Las pantallas táctiles de los coches son cada vez más grandes y cumplen cada vez más funciones, pese a las serias dudas entre algunos conductores sobre su utilidad, y sobre todo, su seguridad. Ahora, estas críticas han sido justificadas.
La Universidad de Washington y el Toyota Research Institute (TRI) han publicado el primer estudio que analiza la manera en la que la pantalla táctil afecta a la conducción, y las conclusiones son claras: hay que cambiar algo y pronto.
El gran problema de las pantallas táctiles es que se basan en exclusiva en el sentido de la vista para acceder a sus funciones, a diferencia de los botones, que pueden ser usados "a ciegas" usando el tacto y la memoria.
Por eso, muchas voces, incluyendo los propios investigadores, se preguntan si las pantallas táctiles son tan peligrosas como usar un smartphone mientras conducimos, y las posibles consecuencias que eso puede tener.
Los investigadores intentaron comprobar si había diferencia con un experimento en un simulador de conducción, en el que participaron 16 conductores y que consistía en usar la pantalla táctil al mismo tiempo que se circulaba por el entorno virtual.
La clave del estudio se encuentra en que los participantes tuvieron que realizar una tercera tarea al mismo tiempo: unos ejercicios mentales que fueron creados para simular el esfuerzo mental que demanda el tráfico y otras situaciones que nos podemos encontrar durante la conducción.
De esta manera, los investigadores consiguieron simular un entorno más similar al de una prueba en una carretera real, sin poner en peligro ni a los participantes ni al resto de usuarios de la vía.

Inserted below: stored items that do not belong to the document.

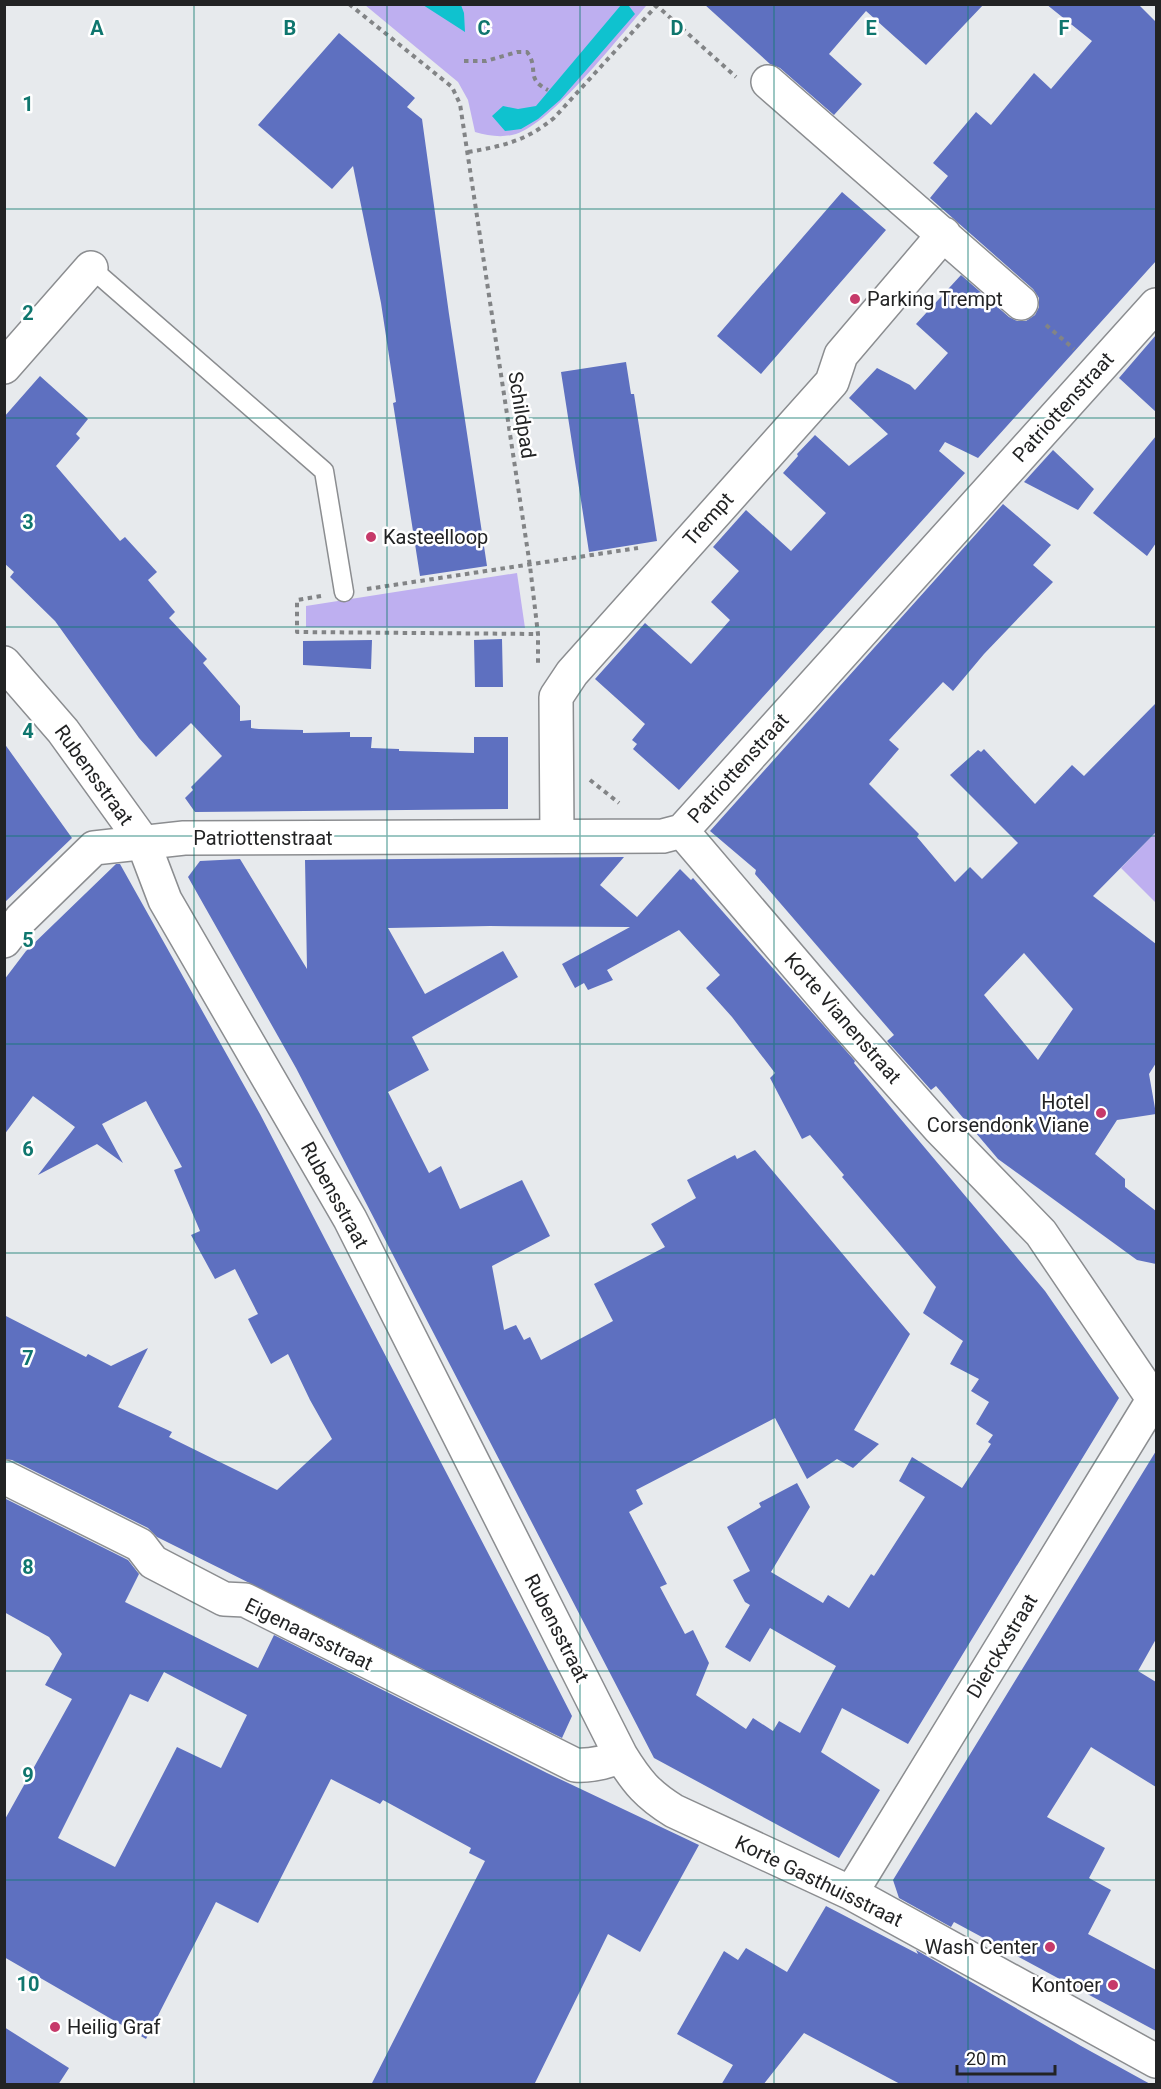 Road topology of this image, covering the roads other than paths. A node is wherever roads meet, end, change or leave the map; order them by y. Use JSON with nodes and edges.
{"nodes":[{"id":1,"x":768,"y":82,"type":"road end"},
{"id":2,"x":944,"y":234,"type":"junction"},
{"id":3,"x":91,"y":268,"type":"joint"},
{"id":4,"x":1021,"y":303,"type":"road end"},
{"id":5,"x":1156,"y":305,"type":"edge"},
{"id":6,"x":4,"y":367,"type":"edge"},
{"id":7,"x":344,"y":592,"type":"road end"},
{"id":8,"x":4,"y":663,"type":"edge"},
{"id":9,"x":682,"y":831,"type":"junction"},
{"id":10,"x":557,"y":836,"type":"junction"},
{"id":11,"x":142,"y":842,"type":"junction"},
{"id":12,"x":4,"y":941,"type":"edge"},
{"id":13,"x":1155,"y":1402,"type":"edge"},
{"id":14,"x":4,"y":1478,"type":"edge"},
{"id":15,"x":621,"y":1756,"type":"junction"},
{"id":16,"x":851,"y":1893,"type":"junction"},
{"id":17,"x":1156,"y":2061,"type":"edge"}],
"edges":[{"from":1,"to":2,"type":"street"},
{"from":2,"to":4,"type":"street"},
{"from":2,"to":10,"type":"street","name":"Trempt"},
{"from":3,"to":6,"type":"street"},
{"from":3,"to":7,"type":"lane"},
{"from":5,"to":9,"type":"street","name":"Patriottenstraat"},
{"from":8,"to":11,"type":"street","name":"Rubensstraat"},
{"from":9,"to":10,"type":"street","name":"Patriottenstraat"},
{"from":9,"to":13,"type":"street","name":"Korte Vianenstraat"},
{"from":10,"to":11,"type":"street","name":"Patriottenstraat"},
{"from":11,"to":12,"type":"street","name":"Patriottenstraat"},
{"from":11,"to":15,"type":"street","name":"Rubensstraat"},
{"from":13,"to":16,"type":"street","name":"Dierckxstraat"},
{"from":14,"to":15,"type":"street","name":"Eigenaarsstraat"},
{"from":15,"to":16,"type":"street","name":"Korte Gasthuisstraat"},
{"from":16,"to":17,"type":"street","name":"Korte Gasthuisstraat"}]}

Diagrama del experimento para comprobar el efecto de las pantallas en los coches
Durante la prueba, datos como la posición del vehículo, el tiempo de reacción, la precisión del toque en la pantalla, la dirección de la mirada y la cantidad de tiempo que pasaba en cada zona, los movimientos de la mano y las medidas fisiológicas como el diámetro pupilar y la actividad electrodermal fueron monitorizados para estimar la carga cognitiva.
Los resultados confirman que conducir mientras que se usa la pantalla empeora ambas tareas: tanto la conducción como el uso de la pantalla en sí. Los coches virtuales se desviaron un 42% más en el carril, y la precisión y velocidad de uso en la pantalla cayó un 58%; cuando se sumó la carga cognitiva, este dato empeoró en un 17%.
De la misma manera, se observó que los conductores redujeron la duración de cada mirada en un 23,6% sin darse cuenta, pero que de todas formas eso no fue suficiente para compensar el deterioro en el control del vehículo.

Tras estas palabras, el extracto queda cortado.